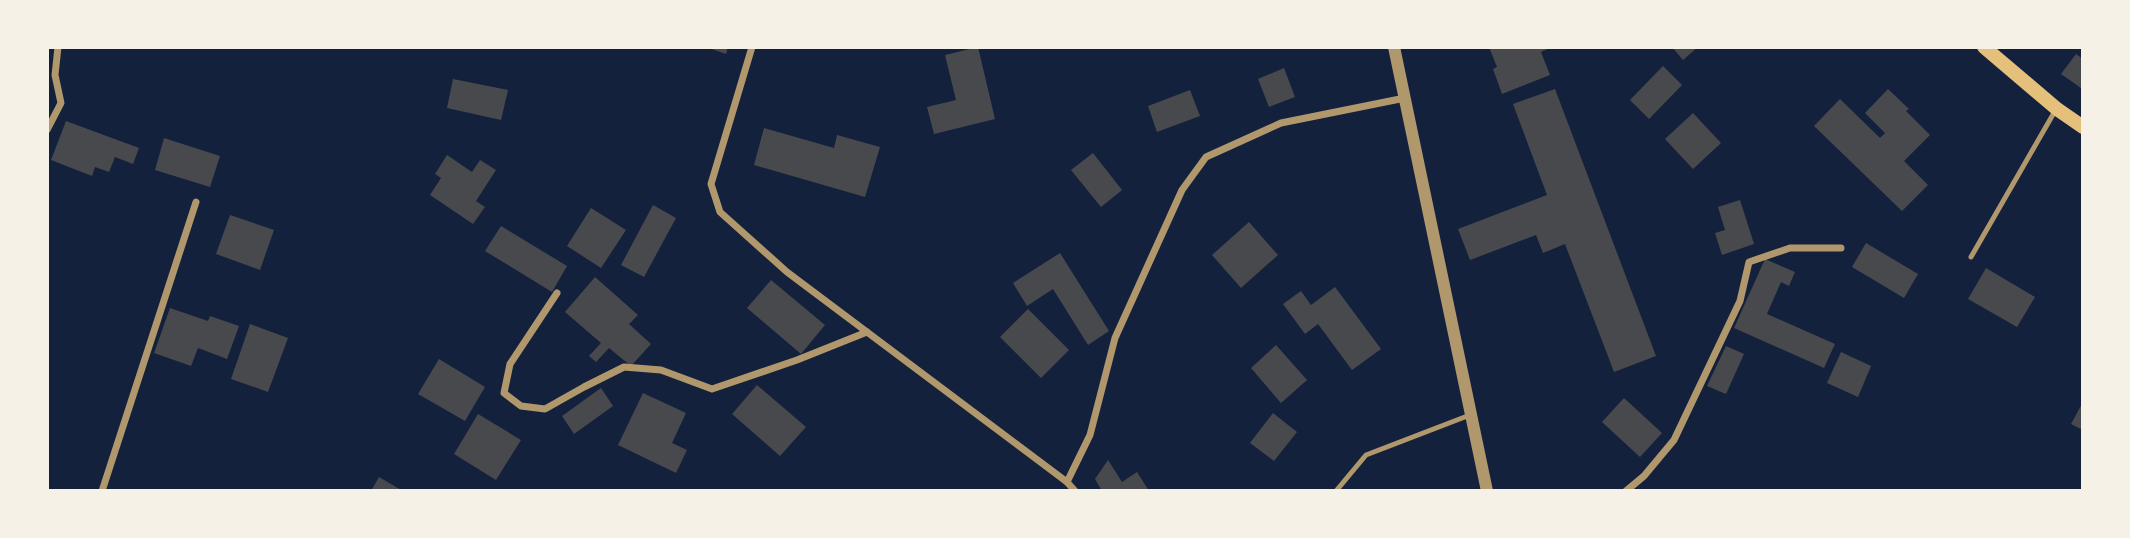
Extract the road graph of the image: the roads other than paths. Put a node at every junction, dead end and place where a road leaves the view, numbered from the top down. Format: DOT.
graph roads {
  1 [pos="58,47"];
  2 [pos="752,47"];
  3 [pos="1394,47"];
  4 [pos="1984,47"];
  5 [pos="1405,98"];
  6 [pos="2057,109"];
  7 [pos="2083,127"];
  8 [pos="47,130"];
  9 [pos="196,202"];
  10 [pos="1842,248"];
  11 [pos="1971,257"];
  12 [pos="557,293"];
  13 [pos="867,332"];
  14 [pos="1470,415"];
  15 [pos="1067,482"];
  16 [pos="102,491"];
  17 [pos="1075,491"];
  18 [pos="1336,491"];
  19 [pos="1487,491"];
  20 [pos="1626,491"];
  1 -- 8 [label="street"];
  2 -- 13 [label="street"];
  3 -- 5 [label="street"];
  4 -- 6 [label="main road"];
  5 -- 14 [label="street"];
  5 -- 15 [label="street"];
  6 -- 7 [label="main road"];
  6 -- 11 [label="lane"];
  9 -- 16 [label="street"];
  10 -- 20 [label="street"];
  12 -- 13 [label="street"];
  13 -- 15 [label="street"];
  14 -- 18 [label="lane"];
  14 -- 19 [label="street"];
  15 -- 17 [label="street"];
}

::::::

WORK TASK: Output the records above unchanged, minus their pictures.

RESPONSE AREA:
Extract the road graph of the image: the roads other than paths. Put a node at every junction, dead end and place where a road leaves the view, numbered from the top down. Format: DOT.
graph roads {
  1 [pos="58,47"];
  2 [pos="752,47"];
  3 [pos="1394,47"];
  4 [pos="1984,47"];
  5 [pos="1405,98"];
  6 [pos="2057,109"];
  7 [pos="2083,127"];
  8 [pos="47,130"];
  9 [pos="196,202"];
  10 [pos="1842,248"];
  11 [pos="1971,257"];
  12 [pos="557,293"];
  13 [pos="867,332"];
  14 [pos="1470,415"];
  15 [pos="1067,482"];
  16 [pos="102,491"];
  17 [pos="1075,491"];
  18 [pos="1336,491"];
  19 [pos="1487,491"];
  20 [pos="1626,491"];
  1 -- 8 [label="street"];
  2 -- 13 [label="street"];
  3 -- 5 [label="street"];
  4 -- 6 [label="main road"];
  5 -- 14 [label="street"];
  5 -- 15 [label="street"];
  6 -- 7 [label="main road"];
  6 -- 11 [label="lane"];
  9 -- 16 [label="street"];
  10 -- 20 [label="street"];
  12 -- 13 [label="street"];
  13 -- 15 [label="street"];
  14 -- 18 [label="lane"];
  14 -- 19 [label="street"];
  15 -- 17 [label="street"];
}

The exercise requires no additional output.